Edinburgh— Sunday 5th August 1877

W e walked on the narrow path, both lost in our thoughts. I heartily regretted my outburst, yet the mood between us was not as awkward as it could have been. The sun was shining, there were trees in full leaf, and the Water of Leith rushing past us on its journey to the Firth of Forth and out to sea gave the illusion that we were in the countryside.

It would have been the most natural thing in the world for us to walk arm in arm, if we had been what we must have looked, a couple with no more ambition than to take the Sunday air and enjoy a bit of peace and quiet. The fact that I very much wanted to do just that was one of the reasons I didn't suggest she put her arm through mine. I couldn't afford to indulge myself. It was simply wrong.

Even if it had felt right. Even if I had thought that she felt it too, when she'd touched me a few moments ago. Compassion changing to wanting. I wouldn't dare call it desire. I couldn't afford to go down that path.

So what path did I think I was treading then—and I don't mean the one that we were strolling on! Getting to know her? Making her feel at ease with me so I could assess how able she would be to deal with the real reason for my presence here? Aye, a good way to go about earning her trust, that would be, if I gave in to what I was wanting to do, which was to put my arms around her and kiss her. So I wouldn't give in to my impulses, tempted as I was—and I was very, very tempted, which in itself was very unusual. Boundaries are boundaries between my work and my private life, and I'd never before had any problem sticking to them. Likely I was imagining the feeling was mutual. If I could have convinced myself of that, the battle would have been won.

We left the straggling outskirts of the village behind at the bend in the river where the walls of the huge cemetery could be seen on one bank.

‘What is that building?' Marianne—Mrs Crawford!—pointed up at the imposing classical edifice on the hill looking down at the village.

‘It's the Dean Orphanage.' She had stopped walking, and was gazing fixedly at the building. It occurred to me, a bit too late, that it might remind her of the place she'd escaped from. I couldn't see much resemblance in style, but the fact that it was a large institution with extensive grounds could well be enough to trigger unpleasant memories. ‘Maybe we should turn back,' I said.

But she stood her ground. ‘It must hold a great number of children. So many little ones without any family.'

‘Or alternatively, with family who have not the means to take care of them.'

‘Not orphans, but it is what they will be called, just the same.' She gave a deep shiver, then turned her back on the building. ‘It's not a happy place. Will we take a walk in the cemetery? At least there, the inmates are at peace.'

It's not a happy place.

I didn't want to spoil the mood, but I wasn't here for my own benefit. It struck me that this was as good an opportunity as any to sound her out about what she knew—or didn't know—of her own background. I was already worried about her. The way she disappeared into herself every now and then, like a light was switched off inside her. The way she snapped sometimes, if I pushed her. Not just touchy, defensive. You could almost see the drawbridge being pulled up. I needed to tread carefully, but I also needed to make progress.

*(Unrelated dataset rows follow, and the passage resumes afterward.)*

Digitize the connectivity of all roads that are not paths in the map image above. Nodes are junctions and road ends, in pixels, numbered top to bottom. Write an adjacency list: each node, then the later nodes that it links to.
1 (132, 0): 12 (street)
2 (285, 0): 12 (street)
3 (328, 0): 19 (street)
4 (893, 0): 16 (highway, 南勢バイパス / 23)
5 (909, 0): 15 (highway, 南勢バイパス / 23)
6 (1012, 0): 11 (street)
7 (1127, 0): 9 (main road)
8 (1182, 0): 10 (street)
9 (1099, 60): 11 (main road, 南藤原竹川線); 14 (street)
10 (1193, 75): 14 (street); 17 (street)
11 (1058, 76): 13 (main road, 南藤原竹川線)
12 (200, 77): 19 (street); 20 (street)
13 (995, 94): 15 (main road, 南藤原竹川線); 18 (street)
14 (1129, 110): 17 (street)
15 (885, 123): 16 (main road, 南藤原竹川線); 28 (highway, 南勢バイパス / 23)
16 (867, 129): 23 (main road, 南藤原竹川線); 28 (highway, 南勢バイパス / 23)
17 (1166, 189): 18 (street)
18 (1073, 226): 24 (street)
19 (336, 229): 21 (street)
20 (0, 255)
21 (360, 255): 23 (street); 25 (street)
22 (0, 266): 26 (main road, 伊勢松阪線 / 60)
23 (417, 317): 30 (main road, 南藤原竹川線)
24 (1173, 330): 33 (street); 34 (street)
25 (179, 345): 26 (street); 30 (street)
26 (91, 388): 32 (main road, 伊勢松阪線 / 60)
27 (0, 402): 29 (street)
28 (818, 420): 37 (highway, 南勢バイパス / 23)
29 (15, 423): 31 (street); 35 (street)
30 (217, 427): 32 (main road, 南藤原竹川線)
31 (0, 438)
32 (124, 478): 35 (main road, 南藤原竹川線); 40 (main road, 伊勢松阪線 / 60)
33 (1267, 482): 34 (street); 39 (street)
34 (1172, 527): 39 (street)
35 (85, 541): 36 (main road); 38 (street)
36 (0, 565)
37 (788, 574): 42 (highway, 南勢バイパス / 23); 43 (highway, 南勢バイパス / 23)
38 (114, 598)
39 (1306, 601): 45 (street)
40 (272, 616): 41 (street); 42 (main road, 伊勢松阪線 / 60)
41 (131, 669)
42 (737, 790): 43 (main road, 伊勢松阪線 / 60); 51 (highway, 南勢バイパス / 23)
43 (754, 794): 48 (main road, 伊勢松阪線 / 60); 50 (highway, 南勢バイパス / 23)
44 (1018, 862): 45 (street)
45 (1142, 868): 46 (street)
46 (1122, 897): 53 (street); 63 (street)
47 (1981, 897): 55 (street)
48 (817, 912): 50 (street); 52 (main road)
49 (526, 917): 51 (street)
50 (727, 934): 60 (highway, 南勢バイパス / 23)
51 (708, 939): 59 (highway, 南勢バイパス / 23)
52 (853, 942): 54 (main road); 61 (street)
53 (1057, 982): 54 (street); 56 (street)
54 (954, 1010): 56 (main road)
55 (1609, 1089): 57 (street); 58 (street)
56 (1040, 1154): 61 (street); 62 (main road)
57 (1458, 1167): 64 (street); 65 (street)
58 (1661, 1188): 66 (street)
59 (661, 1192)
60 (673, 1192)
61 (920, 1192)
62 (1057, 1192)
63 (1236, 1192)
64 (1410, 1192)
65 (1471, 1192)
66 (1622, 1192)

‘What is it?' She stopped, and I realised I'd been trailing behind her. ‘You were miles away.'

‘"It's not a happy place", you said, as if you knew what you were talking about. I was wondering why—were you an orphan?'

I thought she might palm me off, but she surprised me. ‘I never knew my father, nor my mother either, which I suppose does make me an orphan, though I've never thought of myself as such and I was not raised in an orphanage.'

We had entered the cemetery through the main gates, but of one accord had immediately veered away from the wide paths to the perimeter. There was a bench against the wall, and we sat down. ‘What happened to your parents?' I asked, hoping to fill in one of the many gaps regarding what I knew about her, and more importantly what she knew about herself. I was, I'll admit, also genuinely curious on my own behalf.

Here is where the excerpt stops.